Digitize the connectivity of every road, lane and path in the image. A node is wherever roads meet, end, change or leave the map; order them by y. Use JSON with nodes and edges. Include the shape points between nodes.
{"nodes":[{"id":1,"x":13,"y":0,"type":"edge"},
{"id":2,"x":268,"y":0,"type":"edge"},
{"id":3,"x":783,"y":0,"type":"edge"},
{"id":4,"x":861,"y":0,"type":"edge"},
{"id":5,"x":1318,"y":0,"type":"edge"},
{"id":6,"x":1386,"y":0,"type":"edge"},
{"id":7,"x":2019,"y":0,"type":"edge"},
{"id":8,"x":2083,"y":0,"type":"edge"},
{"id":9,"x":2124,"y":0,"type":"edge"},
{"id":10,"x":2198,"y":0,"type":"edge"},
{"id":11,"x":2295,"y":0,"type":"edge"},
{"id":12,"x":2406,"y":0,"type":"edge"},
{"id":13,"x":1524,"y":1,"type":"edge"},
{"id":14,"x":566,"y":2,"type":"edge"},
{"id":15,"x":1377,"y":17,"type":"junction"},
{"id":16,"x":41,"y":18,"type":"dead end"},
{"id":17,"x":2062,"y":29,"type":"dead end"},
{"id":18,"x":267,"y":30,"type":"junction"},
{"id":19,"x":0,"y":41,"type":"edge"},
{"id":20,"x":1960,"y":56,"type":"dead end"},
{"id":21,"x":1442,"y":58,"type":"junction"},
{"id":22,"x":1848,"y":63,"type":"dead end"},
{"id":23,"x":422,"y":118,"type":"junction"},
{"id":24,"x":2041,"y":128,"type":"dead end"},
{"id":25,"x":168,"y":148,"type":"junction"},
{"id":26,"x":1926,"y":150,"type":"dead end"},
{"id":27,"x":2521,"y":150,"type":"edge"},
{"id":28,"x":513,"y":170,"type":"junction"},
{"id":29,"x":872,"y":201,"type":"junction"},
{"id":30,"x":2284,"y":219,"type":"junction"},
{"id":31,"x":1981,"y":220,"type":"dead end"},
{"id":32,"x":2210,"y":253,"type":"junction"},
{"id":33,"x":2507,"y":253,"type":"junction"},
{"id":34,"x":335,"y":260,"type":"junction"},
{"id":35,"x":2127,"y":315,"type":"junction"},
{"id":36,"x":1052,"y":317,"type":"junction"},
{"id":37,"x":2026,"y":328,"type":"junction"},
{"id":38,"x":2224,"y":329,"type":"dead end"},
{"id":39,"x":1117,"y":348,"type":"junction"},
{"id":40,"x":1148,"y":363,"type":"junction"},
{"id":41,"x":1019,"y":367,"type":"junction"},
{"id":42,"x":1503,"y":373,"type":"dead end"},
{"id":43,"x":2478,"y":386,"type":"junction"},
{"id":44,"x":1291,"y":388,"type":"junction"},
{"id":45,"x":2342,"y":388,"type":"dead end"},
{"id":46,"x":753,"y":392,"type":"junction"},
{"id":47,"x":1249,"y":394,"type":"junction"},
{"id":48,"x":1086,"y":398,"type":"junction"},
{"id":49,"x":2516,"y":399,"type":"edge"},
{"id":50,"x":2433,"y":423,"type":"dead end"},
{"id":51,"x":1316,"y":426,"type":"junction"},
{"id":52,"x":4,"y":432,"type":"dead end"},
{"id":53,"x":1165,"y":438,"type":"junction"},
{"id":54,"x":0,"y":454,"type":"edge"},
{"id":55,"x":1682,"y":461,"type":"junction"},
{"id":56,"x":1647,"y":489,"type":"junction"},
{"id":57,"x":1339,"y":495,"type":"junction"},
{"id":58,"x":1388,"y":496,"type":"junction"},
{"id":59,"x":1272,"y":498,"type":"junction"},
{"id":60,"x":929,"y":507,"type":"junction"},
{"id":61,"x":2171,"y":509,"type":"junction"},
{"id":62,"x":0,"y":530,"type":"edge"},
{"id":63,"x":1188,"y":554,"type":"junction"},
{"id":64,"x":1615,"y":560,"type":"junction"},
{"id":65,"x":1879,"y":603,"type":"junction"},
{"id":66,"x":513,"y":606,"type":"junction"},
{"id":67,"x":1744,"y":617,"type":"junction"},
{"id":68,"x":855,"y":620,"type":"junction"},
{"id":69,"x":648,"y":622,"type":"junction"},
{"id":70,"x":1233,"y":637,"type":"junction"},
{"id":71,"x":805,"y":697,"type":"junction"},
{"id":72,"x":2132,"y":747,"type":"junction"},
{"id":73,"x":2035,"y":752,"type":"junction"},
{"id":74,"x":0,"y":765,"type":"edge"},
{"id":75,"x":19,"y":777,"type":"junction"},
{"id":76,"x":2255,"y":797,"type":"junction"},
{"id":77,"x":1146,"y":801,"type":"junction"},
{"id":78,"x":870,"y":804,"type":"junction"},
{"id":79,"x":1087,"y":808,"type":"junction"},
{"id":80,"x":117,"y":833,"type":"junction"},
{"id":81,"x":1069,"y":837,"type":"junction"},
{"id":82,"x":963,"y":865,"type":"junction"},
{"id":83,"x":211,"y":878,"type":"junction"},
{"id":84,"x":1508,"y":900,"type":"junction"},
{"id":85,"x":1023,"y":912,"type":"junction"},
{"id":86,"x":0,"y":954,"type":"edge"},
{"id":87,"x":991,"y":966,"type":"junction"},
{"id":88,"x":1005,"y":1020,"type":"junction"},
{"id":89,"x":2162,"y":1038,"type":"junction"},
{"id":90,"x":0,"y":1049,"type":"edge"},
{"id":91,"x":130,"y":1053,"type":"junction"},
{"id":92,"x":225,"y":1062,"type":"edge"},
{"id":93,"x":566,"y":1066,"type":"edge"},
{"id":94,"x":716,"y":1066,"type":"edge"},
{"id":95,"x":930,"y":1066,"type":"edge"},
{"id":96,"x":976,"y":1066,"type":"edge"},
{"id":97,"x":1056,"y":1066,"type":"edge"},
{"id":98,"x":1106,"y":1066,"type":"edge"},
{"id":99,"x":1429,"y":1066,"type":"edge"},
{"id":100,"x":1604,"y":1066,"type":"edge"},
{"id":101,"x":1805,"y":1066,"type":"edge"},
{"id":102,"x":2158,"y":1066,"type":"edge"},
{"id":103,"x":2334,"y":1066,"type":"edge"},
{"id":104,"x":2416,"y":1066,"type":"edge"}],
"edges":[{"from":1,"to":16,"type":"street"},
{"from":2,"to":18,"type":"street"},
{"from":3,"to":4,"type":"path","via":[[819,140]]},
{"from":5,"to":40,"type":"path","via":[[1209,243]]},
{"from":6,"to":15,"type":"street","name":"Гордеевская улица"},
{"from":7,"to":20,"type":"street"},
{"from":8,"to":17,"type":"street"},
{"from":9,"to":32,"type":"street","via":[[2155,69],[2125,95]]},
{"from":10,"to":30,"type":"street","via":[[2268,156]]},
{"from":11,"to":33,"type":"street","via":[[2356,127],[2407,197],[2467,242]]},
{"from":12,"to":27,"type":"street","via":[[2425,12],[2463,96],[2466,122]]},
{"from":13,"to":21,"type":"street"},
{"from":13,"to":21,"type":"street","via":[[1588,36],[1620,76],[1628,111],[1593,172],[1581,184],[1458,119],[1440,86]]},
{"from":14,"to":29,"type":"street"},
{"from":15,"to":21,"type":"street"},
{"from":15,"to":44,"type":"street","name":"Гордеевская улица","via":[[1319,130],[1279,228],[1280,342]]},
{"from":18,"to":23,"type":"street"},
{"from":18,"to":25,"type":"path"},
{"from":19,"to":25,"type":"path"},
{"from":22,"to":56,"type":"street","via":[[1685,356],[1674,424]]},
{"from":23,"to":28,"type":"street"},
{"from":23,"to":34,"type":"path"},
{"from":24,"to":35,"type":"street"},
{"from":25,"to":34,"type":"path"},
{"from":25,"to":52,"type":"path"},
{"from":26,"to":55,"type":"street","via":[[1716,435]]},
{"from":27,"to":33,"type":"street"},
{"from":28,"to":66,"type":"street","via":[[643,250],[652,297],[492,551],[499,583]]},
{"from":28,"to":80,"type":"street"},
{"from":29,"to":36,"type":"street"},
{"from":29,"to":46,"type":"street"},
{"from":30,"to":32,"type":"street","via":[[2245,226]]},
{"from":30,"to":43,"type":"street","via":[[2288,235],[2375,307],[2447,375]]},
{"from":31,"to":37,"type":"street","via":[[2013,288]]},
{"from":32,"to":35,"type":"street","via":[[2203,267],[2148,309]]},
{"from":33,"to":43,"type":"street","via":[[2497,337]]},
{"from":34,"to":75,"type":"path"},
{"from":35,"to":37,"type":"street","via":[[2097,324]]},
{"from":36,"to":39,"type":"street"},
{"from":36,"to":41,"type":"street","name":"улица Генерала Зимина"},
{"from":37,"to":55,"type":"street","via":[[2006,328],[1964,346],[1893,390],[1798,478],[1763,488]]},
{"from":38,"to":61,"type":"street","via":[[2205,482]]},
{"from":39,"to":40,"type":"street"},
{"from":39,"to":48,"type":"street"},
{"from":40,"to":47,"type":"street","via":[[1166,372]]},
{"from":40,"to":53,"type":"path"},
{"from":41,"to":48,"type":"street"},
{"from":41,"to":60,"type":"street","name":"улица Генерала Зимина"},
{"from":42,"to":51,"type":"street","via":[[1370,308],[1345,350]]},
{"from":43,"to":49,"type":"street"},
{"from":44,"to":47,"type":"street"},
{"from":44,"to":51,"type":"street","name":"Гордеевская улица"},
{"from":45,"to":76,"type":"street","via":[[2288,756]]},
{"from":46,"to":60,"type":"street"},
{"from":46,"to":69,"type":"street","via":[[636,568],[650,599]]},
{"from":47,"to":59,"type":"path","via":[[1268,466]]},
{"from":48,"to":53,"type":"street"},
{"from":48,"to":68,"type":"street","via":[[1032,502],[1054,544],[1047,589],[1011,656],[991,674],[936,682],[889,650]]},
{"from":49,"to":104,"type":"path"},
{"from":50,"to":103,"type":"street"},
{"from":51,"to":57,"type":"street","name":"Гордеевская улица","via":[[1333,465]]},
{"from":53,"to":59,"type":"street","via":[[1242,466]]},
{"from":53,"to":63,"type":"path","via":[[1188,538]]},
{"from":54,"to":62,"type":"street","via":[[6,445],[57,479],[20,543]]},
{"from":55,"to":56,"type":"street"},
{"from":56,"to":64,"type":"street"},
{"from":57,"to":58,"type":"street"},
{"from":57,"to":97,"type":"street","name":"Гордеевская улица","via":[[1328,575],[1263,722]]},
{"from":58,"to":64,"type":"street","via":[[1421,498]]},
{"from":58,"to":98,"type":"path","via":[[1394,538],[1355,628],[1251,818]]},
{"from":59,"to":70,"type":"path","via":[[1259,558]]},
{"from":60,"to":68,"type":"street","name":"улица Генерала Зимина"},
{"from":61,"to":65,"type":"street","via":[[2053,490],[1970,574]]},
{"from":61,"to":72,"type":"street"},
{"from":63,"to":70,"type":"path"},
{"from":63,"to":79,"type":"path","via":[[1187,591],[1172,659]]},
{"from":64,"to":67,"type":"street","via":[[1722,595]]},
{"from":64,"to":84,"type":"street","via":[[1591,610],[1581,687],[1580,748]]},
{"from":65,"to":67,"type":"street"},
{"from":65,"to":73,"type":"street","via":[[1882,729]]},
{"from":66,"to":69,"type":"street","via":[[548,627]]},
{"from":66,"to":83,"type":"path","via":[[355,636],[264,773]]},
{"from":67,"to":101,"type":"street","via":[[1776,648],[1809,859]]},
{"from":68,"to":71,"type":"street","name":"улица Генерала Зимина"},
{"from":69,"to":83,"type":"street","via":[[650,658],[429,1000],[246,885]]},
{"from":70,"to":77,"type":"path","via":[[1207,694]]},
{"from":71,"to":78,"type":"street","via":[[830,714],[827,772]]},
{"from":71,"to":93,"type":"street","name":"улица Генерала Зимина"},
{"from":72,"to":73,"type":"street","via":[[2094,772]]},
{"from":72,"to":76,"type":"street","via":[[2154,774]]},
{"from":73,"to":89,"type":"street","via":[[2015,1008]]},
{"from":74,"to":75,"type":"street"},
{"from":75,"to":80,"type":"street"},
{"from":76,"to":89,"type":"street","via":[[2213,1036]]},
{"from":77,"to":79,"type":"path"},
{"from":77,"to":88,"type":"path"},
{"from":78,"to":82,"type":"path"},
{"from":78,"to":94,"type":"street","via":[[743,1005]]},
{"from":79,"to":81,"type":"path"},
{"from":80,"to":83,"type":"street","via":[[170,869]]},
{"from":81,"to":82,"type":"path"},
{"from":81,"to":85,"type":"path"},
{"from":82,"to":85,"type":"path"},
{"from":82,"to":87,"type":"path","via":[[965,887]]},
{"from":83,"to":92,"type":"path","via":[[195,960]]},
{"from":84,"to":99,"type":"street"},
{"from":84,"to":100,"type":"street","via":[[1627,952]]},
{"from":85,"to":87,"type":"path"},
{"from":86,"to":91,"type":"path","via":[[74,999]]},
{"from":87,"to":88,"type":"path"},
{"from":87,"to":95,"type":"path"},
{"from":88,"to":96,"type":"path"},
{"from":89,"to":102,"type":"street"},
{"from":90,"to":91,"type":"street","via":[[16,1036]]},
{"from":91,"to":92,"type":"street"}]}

· · ·

**Task objective**
Gather every line from the listing above in which the word "edges" appears.

**Solution below**
Digitize the connectivity of every road, lane and path in the image. A node is wherever roads meet, end, change or leave the map; order them by y. Use JSON with nodes and edges. Include the shape points between nodes.
"edges":[{"from":1,"to":16,"type":"street"},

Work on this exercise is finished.